TASK ITEM :: Copy out every line from the records that includes "Gang".

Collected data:
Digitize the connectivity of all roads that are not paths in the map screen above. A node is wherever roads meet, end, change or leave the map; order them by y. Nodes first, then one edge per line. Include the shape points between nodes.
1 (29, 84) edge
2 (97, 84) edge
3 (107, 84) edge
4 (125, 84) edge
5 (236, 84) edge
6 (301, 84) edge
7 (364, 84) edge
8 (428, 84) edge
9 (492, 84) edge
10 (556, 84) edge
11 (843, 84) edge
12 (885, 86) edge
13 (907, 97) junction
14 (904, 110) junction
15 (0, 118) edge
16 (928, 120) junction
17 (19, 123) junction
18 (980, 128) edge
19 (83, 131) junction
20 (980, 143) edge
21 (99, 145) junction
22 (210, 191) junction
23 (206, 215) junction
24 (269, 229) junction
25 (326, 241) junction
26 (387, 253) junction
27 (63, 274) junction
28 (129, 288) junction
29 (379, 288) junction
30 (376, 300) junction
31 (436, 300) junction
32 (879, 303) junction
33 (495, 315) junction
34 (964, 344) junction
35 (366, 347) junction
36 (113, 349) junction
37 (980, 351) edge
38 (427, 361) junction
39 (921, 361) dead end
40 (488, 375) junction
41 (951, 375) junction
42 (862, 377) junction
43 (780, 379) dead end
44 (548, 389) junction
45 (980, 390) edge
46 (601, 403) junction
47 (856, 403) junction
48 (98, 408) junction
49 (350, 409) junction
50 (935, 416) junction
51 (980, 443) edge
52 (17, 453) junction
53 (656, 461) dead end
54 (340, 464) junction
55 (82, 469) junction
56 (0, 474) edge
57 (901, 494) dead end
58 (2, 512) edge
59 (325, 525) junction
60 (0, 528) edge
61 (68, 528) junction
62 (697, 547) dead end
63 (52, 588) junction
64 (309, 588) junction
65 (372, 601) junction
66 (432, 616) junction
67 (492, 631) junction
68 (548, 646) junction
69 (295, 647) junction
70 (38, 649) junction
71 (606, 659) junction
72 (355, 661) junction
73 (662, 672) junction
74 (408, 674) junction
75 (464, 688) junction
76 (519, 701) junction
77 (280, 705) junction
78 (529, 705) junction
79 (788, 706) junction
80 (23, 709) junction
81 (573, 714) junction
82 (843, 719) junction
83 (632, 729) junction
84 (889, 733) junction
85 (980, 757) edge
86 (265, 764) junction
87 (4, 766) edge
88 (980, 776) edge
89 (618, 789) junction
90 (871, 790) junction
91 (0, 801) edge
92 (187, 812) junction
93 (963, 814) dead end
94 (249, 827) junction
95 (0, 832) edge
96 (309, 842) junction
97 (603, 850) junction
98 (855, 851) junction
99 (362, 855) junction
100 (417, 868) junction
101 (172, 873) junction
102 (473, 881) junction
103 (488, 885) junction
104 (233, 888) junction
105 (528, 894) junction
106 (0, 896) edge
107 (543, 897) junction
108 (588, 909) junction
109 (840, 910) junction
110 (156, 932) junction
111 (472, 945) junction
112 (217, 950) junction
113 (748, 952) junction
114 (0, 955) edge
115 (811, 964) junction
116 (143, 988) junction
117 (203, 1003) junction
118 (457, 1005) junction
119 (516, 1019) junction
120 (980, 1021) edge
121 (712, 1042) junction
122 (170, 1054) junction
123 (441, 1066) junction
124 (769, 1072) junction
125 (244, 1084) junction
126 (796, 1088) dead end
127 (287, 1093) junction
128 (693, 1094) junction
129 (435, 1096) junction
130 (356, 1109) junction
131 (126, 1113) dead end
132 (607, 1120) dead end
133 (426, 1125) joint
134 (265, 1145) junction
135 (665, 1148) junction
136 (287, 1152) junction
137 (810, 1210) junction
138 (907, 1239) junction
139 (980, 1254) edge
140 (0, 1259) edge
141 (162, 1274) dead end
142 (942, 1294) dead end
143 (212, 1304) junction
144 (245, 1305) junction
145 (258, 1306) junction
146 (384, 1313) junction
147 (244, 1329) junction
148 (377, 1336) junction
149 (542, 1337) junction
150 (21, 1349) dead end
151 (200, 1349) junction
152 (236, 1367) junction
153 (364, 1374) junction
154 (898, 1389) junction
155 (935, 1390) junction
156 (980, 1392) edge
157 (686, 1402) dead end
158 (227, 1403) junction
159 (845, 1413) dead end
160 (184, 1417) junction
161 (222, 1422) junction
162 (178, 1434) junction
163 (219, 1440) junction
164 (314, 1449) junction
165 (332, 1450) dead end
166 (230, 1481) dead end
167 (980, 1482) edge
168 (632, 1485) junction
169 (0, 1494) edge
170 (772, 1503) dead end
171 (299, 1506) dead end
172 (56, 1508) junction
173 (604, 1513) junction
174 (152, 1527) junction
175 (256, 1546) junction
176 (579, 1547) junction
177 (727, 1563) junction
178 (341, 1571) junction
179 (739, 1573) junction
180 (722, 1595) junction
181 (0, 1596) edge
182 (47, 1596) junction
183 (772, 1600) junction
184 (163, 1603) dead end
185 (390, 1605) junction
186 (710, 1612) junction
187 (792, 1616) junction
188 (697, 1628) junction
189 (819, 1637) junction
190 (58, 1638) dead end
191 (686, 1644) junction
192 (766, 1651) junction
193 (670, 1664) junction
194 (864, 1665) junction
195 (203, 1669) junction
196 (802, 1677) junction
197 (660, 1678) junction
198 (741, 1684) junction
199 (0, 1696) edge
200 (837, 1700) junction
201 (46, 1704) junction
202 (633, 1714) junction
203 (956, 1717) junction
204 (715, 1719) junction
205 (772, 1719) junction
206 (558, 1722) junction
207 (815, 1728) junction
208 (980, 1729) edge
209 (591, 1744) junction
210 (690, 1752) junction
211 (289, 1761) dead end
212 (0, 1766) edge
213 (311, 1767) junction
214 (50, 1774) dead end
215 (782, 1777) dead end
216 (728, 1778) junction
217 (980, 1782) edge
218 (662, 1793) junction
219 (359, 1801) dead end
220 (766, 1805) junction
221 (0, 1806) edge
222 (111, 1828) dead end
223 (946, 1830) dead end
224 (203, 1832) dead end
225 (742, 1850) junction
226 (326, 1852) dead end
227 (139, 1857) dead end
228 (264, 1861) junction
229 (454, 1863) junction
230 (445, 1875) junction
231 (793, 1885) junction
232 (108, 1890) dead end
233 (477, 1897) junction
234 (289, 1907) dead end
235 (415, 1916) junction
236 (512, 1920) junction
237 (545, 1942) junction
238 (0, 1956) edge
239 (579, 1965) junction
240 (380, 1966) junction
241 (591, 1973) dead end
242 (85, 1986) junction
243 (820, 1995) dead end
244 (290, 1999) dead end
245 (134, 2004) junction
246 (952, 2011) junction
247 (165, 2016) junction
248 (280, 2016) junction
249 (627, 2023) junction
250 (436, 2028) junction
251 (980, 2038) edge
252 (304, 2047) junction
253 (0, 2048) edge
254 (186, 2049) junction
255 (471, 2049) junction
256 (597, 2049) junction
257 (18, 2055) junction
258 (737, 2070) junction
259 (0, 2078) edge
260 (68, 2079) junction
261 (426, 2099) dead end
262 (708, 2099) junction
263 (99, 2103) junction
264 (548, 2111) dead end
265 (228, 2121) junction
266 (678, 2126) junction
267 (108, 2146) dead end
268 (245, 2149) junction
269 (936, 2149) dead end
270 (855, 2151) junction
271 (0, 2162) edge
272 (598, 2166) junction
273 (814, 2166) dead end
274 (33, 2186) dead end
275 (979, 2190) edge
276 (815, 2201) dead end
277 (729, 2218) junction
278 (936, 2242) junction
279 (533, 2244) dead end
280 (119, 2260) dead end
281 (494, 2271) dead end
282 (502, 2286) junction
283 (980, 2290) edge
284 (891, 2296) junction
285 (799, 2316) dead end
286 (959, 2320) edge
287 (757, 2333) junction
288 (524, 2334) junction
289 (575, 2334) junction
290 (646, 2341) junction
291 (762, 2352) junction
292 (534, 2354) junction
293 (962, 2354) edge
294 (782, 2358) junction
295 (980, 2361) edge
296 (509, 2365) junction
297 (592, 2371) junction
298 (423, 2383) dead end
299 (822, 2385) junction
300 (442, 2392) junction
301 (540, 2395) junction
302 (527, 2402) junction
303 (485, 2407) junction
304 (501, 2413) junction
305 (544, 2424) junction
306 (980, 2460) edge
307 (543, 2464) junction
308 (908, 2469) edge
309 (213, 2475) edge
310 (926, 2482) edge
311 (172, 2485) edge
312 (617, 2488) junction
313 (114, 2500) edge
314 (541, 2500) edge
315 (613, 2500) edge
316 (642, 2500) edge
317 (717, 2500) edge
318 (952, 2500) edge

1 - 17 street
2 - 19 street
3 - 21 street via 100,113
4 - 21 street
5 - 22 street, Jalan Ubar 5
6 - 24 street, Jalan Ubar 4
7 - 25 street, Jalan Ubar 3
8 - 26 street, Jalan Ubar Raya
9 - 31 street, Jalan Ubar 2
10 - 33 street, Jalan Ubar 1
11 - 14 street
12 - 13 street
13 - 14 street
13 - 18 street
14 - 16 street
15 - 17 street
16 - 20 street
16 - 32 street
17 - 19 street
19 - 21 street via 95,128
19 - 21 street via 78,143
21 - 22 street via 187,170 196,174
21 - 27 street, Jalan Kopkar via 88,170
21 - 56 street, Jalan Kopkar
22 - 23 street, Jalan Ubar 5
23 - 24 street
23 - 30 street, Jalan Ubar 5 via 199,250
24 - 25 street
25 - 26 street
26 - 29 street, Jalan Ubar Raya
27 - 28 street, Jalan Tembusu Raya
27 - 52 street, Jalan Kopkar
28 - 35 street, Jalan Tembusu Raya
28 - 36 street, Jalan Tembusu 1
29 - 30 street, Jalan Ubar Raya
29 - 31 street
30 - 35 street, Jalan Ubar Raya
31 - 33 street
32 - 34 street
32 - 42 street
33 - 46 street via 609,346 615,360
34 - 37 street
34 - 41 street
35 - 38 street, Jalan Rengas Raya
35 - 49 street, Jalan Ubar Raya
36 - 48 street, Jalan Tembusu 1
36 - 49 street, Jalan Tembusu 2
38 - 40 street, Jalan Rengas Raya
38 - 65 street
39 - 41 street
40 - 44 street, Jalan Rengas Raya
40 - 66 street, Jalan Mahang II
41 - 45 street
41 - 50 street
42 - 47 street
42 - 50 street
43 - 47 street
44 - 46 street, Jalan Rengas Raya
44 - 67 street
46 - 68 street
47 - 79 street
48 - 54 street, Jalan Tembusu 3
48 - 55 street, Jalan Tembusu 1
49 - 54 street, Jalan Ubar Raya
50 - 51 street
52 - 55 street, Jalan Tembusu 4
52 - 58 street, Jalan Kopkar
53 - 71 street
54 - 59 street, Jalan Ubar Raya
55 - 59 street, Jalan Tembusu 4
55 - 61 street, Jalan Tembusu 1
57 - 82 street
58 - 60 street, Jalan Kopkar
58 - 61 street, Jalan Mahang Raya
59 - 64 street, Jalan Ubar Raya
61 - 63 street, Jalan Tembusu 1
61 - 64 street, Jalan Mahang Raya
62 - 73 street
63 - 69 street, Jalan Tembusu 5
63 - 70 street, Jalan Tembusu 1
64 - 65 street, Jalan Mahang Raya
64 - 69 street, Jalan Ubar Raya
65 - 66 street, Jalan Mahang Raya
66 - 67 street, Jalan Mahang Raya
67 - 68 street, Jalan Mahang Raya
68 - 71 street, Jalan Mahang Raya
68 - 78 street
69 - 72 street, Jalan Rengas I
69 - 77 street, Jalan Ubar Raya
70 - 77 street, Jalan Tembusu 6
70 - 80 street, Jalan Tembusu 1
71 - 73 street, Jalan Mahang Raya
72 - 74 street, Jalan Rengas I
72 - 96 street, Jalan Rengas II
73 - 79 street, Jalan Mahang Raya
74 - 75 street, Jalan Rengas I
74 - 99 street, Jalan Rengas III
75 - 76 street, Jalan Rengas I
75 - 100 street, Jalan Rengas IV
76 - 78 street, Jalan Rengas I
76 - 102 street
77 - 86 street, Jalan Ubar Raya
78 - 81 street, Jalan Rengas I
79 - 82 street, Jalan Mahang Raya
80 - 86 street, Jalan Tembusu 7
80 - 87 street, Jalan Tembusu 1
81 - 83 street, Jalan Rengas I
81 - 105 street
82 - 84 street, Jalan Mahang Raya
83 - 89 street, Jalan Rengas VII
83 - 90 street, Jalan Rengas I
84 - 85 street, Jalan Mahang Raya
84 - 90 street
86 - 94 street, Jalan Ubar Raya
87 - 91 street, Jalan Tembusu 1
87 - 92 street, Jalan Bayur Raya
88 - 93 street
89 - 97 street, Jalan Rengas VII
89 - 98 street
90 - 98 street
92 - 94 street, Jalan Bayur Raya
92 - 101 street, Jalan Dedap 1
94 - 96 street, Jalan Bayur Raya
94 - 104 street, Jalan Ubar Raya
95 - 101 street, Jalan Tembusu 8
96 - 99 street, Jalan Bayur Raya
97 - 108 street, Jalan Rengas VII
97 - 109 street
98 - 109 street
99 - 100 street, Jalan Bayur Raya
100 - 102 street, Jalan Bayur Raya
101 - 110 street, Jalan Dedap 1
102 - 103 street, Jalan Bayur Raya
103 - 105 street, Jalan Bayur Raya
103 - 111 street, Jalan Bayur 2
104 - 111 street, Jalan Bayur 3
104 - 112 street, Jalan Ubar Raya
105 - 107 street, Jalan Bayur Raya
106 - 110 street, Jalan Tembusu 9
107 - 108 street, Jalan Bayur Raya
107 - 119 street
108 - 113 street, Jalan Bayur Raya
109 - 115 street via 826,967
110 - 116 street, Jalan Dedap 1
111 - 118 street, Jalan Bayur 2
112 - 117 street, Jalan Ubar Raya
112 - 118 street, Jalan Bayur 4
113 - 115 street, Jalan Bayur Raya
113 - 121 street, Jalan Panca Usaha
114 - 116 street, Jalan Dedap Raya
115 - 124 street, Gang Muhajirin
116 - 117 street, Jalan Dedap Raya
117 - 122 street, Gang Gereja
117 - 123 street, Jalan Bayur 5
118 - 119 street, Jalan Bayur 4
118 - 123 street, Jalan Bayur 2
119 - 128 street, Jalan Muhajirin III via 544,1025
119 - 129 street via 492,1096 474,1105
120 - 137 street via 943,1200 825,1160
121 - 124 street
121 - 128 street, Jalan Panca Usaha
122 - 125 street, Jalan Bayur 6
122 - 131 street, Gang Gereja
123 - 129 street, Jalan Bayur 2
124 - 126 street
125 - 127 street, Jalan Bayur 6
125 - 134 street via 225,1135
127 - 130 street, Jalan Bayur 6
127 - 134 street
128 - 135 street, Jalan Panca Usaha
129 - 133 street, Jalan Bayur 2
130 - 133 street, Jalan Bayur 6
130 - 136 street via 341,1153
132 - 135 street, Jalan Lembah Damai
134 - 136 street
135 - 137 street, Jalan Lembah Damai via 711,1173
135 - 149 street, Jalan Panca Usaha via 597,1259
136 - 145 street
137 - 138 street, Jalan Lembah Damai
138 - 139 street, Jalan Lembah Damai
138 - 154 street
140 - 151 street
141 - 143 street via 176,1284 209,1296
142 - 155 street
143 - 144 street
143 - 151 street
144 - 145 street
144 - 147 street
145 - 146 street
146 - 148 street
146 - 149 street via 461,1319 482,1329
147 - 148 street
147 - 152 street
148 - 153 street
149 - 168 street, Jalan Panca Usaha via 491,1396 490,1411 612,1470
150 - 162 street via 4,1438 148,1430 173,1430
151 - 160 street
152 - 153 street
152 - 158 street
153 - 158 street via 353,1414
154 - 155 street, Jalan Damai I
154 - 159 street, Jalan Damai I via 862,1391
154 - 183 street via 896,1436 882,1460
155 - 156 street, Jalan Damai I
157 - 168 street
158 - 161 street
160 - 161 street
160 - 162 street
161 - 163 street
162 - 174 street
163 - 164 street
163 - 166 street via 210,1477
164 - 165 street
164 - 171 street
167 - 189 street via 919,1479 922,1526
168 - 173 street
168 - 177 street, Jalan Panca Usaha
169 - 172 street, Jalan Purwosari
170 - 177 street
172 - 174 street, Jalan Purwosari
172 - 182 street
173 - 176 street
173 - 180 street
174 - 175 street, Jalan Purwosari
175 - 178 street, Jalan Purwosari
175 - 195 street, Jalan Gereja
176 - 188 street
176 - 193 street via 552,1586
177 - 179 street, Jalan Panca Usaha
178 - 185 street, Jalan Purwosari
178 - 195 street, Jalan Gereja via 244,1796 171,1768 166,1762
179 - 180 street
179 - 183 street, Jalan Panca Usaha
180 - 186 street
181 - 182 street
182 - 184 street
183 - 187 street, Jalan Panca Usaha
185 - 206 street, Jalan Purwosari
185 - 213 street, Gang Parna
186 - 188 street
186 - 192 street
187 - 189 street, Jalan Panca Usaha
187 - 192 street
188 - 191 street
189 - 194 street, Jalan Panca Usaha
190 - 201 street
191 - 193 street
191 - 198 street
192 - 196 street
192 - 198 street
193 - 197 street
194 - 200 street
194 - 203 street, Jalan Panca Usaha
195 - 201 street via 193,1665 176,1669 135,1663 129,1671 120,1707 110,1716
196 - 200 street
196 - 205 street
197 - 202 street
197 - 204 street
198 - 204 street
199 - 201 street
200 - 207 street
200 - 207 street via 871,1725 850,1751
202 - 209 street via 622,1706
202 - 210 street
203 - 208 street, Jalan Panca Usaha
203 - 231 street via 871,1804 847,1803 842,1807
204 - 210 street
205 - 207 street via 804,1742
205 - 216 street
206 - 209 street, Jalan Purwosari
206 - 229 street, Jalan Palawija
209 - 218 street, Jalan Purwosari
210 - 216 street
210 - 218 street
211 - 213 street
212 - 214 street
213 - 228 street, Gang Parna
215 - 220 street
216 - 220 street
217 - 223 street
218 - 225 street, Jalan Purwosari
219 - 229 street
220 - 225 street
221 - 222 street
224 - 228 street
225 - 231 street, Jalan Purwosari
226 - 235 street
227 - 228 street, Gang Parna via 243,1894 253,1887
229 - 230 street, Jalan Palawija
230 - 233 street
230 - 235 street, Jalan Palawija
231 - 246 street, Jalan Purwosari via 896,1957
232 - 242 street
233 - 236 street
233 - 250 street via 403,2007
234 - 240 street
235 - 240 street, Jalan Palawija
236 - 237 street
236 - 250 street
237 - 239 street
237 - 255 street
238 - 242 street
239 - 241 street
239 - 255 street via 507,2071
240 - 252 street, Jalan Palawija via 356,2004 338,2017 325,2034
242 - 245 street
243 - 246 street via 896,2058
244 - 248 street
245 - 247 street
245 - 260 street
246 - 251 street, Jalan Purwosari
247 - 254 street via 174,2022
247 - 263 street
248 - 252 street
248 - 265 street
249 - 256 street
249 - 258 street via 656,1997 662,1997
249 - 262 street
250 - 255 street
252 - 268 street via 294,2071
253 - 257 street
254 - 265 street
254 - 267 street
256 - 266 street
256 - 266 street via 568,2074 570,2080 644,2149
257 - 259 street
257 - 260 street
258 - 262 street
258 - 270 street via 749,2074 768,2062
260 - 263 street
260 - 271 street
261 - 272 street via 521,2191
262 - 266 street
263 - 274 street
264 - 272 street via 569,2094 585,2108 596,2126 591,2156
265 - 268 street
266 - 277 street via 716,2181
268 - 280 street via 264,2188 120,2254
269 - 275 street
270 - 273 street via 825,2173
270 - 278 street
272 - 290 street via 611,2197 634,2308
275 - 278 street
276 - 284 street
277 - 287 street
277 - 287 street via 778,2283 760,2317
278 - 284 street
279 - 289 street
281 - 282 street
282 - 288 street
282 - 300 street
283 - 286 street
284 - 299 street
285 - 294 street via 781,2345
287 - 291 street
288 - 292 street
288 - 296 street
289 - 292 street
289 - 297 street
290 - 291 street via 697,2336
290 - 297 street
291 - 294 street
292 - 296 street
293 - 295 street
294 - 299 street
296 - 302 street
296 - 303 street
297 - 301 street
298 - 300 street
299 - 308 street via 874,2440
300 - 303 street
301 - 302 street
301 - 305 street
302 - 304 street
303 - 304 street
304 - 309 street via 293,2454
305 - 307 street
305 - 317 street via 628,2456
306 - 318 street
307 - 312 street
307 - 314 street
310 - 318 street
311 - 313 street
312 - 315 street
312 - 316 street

SOLUTION ::
115 - 124 street, Gang Muhajirin
117 - 122 street, Gang Gereja
122 - 131 street, Gang Gereja
185 - 213 street, Gang Parna
213 - 228 street, Gang Parna
227 - 228 street, Gang Parna via 243,1894 253,1887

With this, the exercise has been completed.